>>>>>
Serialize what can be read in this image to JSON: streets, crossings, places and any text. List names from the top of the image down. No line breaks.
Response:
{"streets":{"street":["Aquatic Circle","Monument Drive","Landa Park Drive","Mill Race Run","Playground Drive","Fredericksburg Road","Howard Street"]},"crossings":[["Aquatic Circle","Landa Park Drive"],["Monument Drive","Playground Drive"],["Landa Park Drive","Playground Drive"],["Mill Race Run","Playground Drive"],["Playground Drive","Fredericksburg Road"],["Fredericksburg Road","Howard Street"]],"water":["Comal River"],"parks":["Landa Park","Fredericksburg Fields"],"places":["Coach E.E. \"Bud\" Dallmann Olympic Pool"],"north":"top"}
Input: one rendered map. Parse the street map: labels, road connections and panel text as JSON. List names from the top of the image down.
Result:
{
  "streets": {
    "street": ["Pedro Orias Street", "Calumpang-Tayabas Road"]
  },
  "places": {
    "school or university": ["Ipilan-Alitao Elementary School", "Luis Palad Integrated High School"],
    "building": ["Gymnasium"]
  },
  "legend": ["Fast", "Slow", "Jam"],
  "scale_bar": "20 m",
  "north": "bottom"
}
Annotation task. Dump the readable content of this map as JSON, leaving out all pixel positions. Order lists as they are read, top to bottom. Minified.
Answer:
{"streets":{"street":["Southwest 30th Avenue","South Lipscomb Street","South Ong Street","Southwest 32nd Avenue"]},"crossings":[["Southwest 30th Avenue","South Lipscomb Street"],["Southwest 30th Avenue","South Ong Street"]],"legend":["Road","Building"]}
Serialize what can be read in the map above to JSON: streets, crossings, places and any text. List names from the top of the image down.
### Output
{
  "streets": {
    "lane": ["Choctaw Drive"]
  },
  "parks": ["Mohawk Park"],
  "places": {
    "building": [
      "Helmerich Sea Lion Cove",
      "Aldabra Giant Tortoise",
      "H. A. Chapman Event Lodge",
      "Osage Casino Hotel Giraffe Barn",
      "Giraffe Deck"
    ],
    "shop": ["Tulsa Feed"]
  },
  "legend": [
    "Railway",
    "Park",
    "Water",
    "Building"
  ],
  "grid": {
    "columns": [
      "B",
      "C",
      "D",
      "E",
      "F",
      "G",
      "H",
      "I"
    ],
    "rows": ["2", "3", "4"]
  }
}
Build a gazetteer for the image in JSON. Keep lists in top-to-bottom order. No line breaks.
<<<<<
So that nothing is lost, transcribe each entry exactly as written.

§ Written response
Serialize what can be read in this image to JSON: streets, crossings, places and any text. List names from the top of the image down. No line breaks.
Response:
{"streets":{"street":["Aquatic Circle","Monument Drive","Landa Park Drive","Mill Race Run","Playground Drive","Fredericksburg Road","Howard Street"]},"crossings":[["Aquatic Circle","Landa Park Drive"],["Monument Drive","Playground Drive"],["Landa Park Drive","Playground Drive"],["Mill Race Run","Playground Drive"],["Playground Drive","Fredericksburg Road"],["Fredericksburg Road","Howard Street"]],"water":["Comal River"],"parks":["Landa Park","Fredericksburg Fields"],"places":["Coach E.E. \"Bud\" Dallmann Olympic Pool"],"north":"top"}
Input: one rendered map. Parse the street map: labels, road connections and panel text as JSON. List names from the top of the image down.
Result:
{
  "streets": {
    "street": ["Pedro Orias Street", "Calumpang-Tayabas Road"]
  },
  "places": {
    "school or university": ["Ipilan-Alitao Elementary School", "Luis Palad Integrated High School"],
    "building": ["Gymnasium"]
  },
  "legend": ["Fast", "Slow", "Jam"],
  "scale_bar": "20 m",
  "north": "bottom"
}
Annotation task. Dump the readable content of this map as JSON, leaving out all pixel positions. Order lists as they are read, top to bottom. Minified.
Answer:
{"streets":{"street":["Southwest 30th Avenue","South Lipscomb Street","South Ong Street","Southwest 32nd Avenue"]},"crossings":[["Southwest 30th Avenue","South Lipscomb Street"],["Southwest 30th Avenue","South Ong Street"]],"legend":["Road","Building"]}
Serialize what can be read in the map above to JSON: streets, crossings, places and any text. List names from the top of the image down.
### Output
{
  "streets": {
    "lane": ["Choctaw Drive"]
  },
  "parks": ["Mohawk Park"],
  "places": {
    "building": [
      "Helmerich Sea Lion Cove",
      "Aldabra Giant Tortoise",
      "H. A. Chapman Event Lodge",
      "Osage Casino Hotel Giraffe Barn",
      "Giraffe Deck"
    ],
    "shop": ["Tulsa Feed"]
  },
  "legend": [
    "Railway",
    "Park",
    "Water",
    "Building"
  ],
  "grid": {
    "columns": [
      "B",
      "C",
      "D",
      "E",
      "F",
      "G",
      "H",
      "I"
    ],
    "rows": ["2", "3", "4"]
  }
}
Build a gazetteer for the image in JSON. Keep lists in top-to-bottom order. No line breaks.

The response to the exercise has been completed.